═══ INFORMATION GIVEN

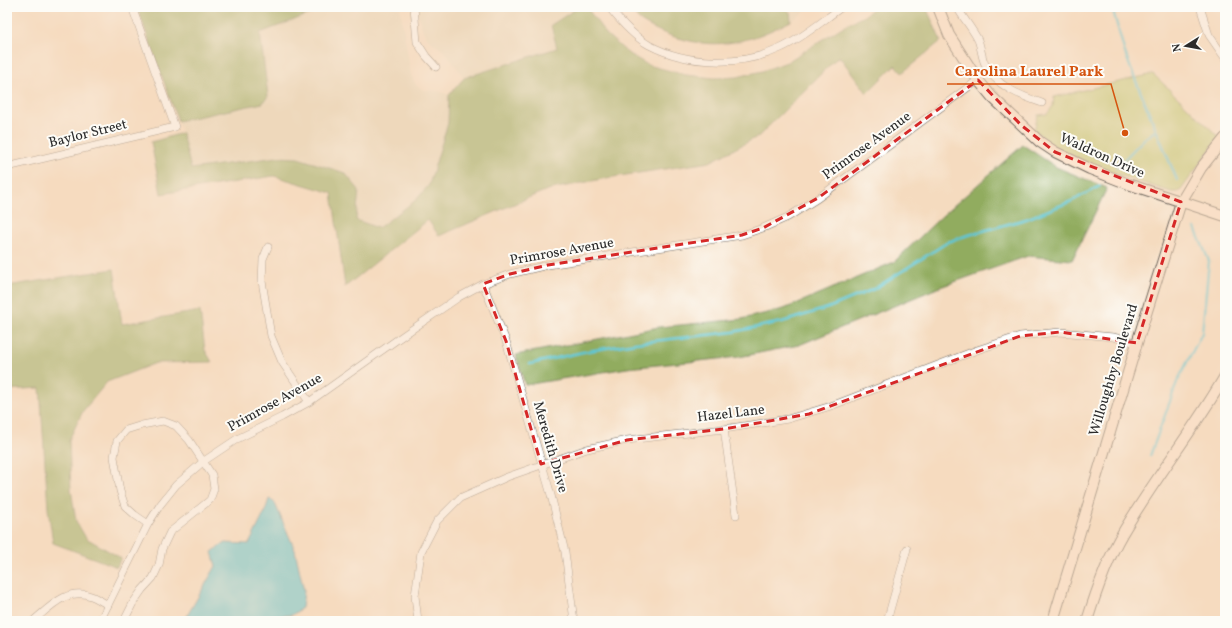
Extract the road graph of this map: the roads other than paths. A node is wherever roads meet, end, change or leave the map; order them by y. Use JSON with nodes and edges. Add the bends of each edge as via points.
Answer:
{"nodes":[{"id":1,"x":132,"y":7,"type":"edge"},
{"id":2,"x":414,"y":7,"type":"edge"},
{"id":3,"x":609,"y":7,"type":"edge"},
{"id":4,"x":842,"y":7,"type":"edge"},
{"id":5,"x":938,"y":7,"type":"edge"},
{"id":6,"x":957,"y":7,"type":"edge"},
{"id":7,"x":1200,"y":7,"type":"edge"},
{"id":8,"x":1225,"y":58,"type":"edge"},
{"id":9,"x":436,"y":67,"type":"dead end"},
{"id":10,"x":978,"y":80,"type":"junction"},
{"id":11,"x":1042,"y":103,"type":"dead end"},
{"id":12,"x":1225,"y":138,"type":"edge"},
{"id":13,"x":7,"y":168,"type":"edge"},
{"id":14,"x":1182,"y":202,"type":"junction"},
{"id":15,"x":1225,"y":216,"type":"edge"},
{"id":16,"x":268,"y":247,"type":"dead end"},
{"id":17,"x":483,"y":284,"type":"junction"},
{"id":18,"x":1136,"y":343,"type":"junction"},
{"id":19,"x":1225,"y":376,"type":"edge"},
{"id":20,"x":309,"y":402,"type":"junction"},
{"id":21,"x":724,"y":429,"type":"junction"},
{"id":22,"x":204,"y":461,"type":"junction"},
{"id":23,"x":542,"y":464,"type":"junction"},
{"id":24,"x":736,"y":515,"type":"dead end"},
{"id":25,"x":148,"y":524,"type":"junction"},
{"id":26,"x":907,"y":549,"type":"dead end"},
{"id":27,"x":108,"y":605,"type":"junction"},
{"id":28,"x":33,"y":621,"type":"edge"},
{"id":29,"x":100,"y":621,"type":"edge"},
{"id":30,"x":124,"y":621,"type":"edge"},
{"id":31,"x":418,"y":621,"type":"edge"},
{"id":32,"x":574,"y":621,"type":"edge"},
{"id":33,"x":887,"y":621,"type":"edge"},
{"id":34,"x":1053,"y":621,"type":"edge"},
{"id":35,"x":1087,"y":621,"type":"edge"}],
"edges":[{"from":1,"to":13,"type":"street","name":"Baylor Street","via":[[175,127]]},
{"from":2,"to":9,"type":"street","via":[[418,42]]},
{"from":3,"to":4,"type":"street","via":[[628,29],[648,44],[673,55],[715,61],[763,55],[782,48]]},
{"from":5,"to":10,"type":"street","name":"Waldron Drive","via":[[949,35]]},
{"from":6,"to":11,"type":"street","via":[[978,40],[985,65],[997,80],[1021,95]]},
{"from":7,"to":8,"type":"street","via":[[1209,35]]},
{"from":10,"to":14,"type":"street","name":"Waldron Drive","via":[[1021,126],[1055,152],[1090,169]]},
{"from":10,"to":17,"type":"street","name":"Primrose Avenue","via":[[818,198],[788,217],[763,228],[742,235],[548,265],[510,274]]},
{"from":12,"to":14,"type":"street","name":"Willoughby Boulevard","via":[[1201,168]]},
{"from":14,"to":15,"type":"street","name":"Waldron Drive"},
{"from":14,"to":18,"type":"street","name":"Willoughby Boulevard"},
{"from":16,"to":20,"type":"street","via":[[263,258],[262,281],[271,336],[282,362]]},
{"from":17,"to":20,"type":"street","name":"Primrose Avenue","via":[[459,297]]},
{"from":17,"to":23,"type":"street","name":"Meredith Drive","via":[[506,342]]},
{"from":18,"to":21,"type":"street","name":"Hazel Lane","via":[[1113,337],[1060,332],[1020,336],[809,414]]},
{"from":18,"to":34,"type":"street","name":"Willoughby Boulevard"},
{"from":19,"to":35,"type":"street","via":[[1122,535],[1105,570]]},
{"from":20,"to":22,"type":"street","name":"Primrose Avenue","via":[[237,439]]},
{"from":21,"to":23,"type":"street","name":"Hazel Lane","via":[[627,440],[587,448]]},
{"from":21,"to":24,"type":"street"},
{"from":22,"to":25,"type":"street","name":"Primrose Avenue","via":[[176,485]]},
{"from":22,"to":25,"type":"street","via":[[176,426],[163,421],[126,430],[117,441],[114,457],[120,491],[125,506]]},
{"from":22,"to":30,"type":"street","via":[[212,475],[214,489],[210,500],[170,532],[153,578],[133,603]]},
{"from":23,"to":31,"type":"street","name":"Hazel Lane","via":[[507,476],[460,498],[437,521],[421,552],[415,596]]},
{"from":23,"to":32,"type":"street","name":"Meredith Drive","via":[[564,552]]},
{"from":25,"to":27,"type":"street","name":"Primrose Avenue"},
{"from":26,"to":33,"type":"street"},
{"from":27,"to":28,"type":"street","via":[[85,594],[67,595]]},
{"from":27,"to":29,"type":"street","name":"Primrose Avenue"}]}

══════
═══ INFORMATION GIVEN

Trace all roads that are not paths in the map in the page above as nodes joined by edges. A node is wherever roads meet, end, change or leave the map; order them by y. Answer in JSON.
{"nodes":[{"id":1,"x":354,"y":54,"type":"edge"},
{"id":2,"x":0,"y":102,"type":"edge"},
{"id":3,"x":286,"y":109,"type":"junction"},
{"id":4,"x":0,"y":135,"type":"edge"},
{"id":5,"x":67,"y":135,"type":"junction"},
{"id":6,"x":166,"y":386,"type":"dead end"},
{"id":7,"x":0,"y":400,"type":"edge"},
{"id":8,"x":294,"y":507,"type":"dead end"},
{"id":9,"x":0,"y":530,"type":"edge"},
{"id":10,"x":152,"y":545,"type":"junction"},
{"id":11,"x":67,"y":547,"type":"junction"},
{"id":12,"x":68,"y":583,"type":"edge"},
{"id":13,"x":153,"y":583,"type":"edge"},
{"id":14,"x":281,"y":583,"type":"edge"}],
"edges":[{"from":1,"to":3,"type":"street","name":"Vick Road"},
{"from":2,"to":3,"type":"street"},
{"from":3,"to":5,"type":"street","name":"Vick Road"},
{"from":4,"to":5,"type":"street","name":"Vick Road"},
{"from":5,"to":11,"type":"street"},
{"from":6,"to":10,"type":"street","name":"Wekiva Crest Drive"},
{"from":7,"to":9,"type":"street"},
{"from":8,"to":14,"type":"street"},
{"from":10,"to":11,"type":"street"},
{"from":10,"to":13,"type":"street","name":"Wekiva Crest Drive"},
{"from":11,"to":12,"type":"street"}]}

══════

(TASK OBJECTIVE) When a line of the data holds the string "Lane", pick it out and copy it.

(WRITTEN RESPONSE)
{"from":18,"to":21,"type":"street","name":"Hazel Lane","via":[[1113,337],[1060,332],[1020,336],[809,414]]},
{"from":21,"to":23,"type":"street","name":"Hazel Lane","via":[[627,440],[587,448]]},
{"from":23,"to":31,"type":"street","name":"Hazel Lane","via":[[507,476],[460,498],[437,521],[421,552],[415,596]]},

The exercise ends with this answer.